Je ne sentis pas les premières secousses, perdu dans mes pensées et mon entraînement. Alors que je retentais un axel au milieu de la patinoire, le bâtiment trembla fortement, me faisant chuter sur ma réception. Je grimaçai de douleur en touchant ma cheville : minimum entorse, maximum ligaments croisés d'après mon expérience... Les casiers qui contenaient les patins au bord de la glace se renversèrent et je regardai le plafond avec appréhension. Est-ce que la patinoire était parasismique ? Avec un peu de chance il y aurait juste deux-trois petites secousses, ce ne serait pas la première fois que ça arriverait...
Ce fut le dixième tremblement qui m'effraya vraiment :  la glace se craqua, et certaines fenêtres explosèrent. Je me recroquevillai sur la glace, espérant que ça passe. Les nombreux exercices répétés à l'école me revinrent en mémoire : ne restez pas dans un bâtiment, trouvez un adulte, signalez-vous... J'étais incapable dans appliquer un seul : en plein milieu d'un bâtiment sans abri, tout seul, sans possibilités d'appeler à l'aide et complètement immobilisé. J'allais mourir, c'était une certitude... Au moins je mourrais sur la glace, mais est-ce que j'allais avoir mal ?
Des craquements sinistres suivirent une énième secousse et je vis avec horreur une partie du plafond se détacher, tombant droit sur moi. Je hurlai en fermant les yeux et je sentis quelque chose pousser douloureusement dans mon dos : un débris ? J'entendis l'impact sans le sentir et je restais prostré en attendant... Si ce qui venait de s'écraser n'avait pas fini sur moi, d'autres morceaux ne me rateraient pas et je ne voulais pas avoir ça comme dernière image...
Au bout d'un temps qui me parut infini, les secousses se calmèrent, puis s'arrêtèrent. J'ouvris doucement les yeux ; pourquoi n'étais-je pas mort ?
En me relevant, je m'aperçus qu'une espèce de gangue de glace m'entourait telle un igloo miniature mais lorsque je voulus la toucher, elle se désagrégea en particules glacées. Un spectacle de fin du monde s'offrit alors à moi : la patinoire éventrée, les murs et le plafond défoncés reposant par morceaux partout autour de moi, et mon petit îlot de sûreté au milieu de tout ça, immaculé comme à son premier jour... Je me mis debout en tremblant et regarda mon pied : aucune douleur ne se faisait sentir. Avais-je confondu un simple bleu avec une entorse ? Peu importe...
Je me dirigeai vers les bancs en évitant les décombres et m'aperçus que l'entrée était bloquée par un morceau de ferraille. Sans réelle conviction, je tentai de soulever la barre et à ma grande surprise, je l'éjectai à quelques mètres, où elle creusa un petit cratère en tombant.
Mon cerveau n'était pas apte à analyser ce qui venait juste de se passer... Je sortis le plus vite possible en courant pour chercher quelqu'un qui puisse m'aider, me raccrocher à ma réalité. Malheureusement, celle-ci s'effrita un peu plus quand je sentis quelque chose me bloquer alors que je passais sous un décombre. En tournant la tête j'aperçus deux ailes blanches, énormes. Dans mon dos. Je faillis tourner de l'oeil...
Je ne comprenais pas : pourquoi, comment ? Je voulais qu'elles partent, qu'elles disparaissent, elles n'avaient rien à faire là ! En contractant les muscles de mon dos, je les sentis se rétracter et je soupirai de soulagement, respirant un peu mieux. En suivant le principe du « pas vu, pas pris », on pouvait avoir « pas vu, pas eu » ; je m'en contenterais pour le moment...
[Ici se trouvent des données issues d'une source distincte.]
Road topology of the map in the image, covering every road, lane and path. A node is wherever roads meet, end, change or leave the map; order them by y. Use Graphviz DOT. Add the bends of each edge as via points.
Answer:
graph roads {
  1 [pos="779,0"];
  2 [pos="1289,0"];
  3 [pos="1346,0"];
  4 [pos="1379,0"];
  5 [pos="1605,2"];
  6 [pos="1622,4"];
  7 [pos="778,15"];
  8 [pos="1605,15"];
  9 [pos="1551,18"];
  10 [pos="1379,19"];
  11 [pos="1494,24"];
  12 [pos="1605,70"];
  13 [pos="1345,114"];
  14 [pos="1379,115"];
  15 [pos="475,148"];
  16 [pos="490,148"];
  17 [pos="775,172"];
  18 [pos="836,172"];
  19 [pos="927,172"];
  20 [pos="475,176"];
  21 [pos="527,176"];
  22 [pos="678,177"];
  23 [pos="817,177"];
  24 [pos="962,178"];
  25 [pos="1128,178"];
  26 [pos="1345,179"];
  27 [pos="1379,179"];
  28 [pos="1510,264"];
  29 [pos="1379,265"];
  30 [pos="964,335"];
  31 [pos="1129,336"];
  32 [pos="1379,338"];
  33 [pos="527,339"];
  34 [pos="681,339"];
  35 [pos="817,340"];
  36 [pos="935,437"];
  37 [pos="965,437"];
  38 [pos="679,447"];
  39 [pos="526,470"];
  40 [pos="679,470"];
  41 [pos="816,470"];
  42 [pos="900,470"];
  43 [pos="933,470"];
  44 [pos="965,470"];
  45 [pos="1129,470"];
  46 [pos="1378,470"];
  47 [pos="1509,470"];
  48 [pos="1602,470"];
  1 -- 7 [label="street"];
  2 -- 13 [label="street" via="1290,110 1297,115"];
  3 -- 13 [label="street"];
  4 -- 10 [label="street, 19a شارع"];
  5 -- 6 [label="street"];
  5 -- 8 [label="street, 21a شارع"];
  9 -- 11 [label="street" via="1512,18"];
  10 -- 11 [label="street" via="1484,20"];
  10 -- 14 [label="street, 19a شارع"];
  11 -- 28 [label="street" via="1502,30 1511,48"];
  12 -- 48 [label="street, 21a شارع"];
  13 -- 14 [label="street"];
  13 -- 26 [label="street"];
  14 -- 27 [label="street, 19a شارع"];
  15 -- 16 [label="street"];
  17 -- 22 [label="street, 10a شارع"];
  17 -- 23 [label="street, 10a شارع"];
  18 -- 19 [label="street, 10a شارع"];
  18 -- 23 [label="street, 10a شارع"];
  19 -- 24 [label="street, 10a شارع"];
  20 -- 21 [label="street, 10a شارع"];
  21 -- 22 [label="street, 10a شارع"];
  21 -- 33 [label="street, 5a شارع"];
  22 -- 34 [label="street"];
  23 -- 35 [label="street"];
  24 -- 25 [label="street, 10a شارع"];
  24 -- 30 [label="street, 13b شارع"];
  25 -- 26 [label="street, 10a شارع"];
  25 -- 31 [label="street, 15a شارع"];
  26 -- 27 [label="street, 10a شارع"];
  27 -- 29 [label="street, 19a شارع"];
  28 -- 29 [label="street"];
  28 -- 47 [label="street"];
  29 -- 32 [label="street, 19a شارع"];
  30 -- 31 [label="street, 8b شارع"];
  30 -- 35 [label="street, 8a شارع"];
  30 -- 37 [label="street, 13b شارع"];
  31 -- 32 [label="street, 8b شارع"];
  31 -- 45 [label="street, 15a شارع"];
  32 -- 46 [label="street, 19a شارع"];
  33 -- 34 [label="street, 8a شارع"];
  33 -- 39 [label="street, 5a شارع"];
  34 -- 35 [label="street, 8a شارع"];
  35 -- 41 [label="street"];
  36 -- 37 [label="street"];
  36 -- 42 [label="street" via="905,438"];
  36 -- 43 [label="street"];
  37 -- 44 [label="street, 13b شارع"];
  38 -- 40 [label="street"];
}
Alors que je me dirigeais vers chez moi, j'aperçus enfin quelqu'un, enfin. Je le connaissais, c'était un fleuriste qui habitait juste en bas de ma rue, un homme adorable qui avait toujours été gentil avec moi. Je courus vers lui pour l'aider à se relever ; le pauvre était couvert de sang et devait s'être pris un débris dans son magasin.

-Hanyu-kun ? Qu'est-ce que tu fais là, tu n'es pas blessé ?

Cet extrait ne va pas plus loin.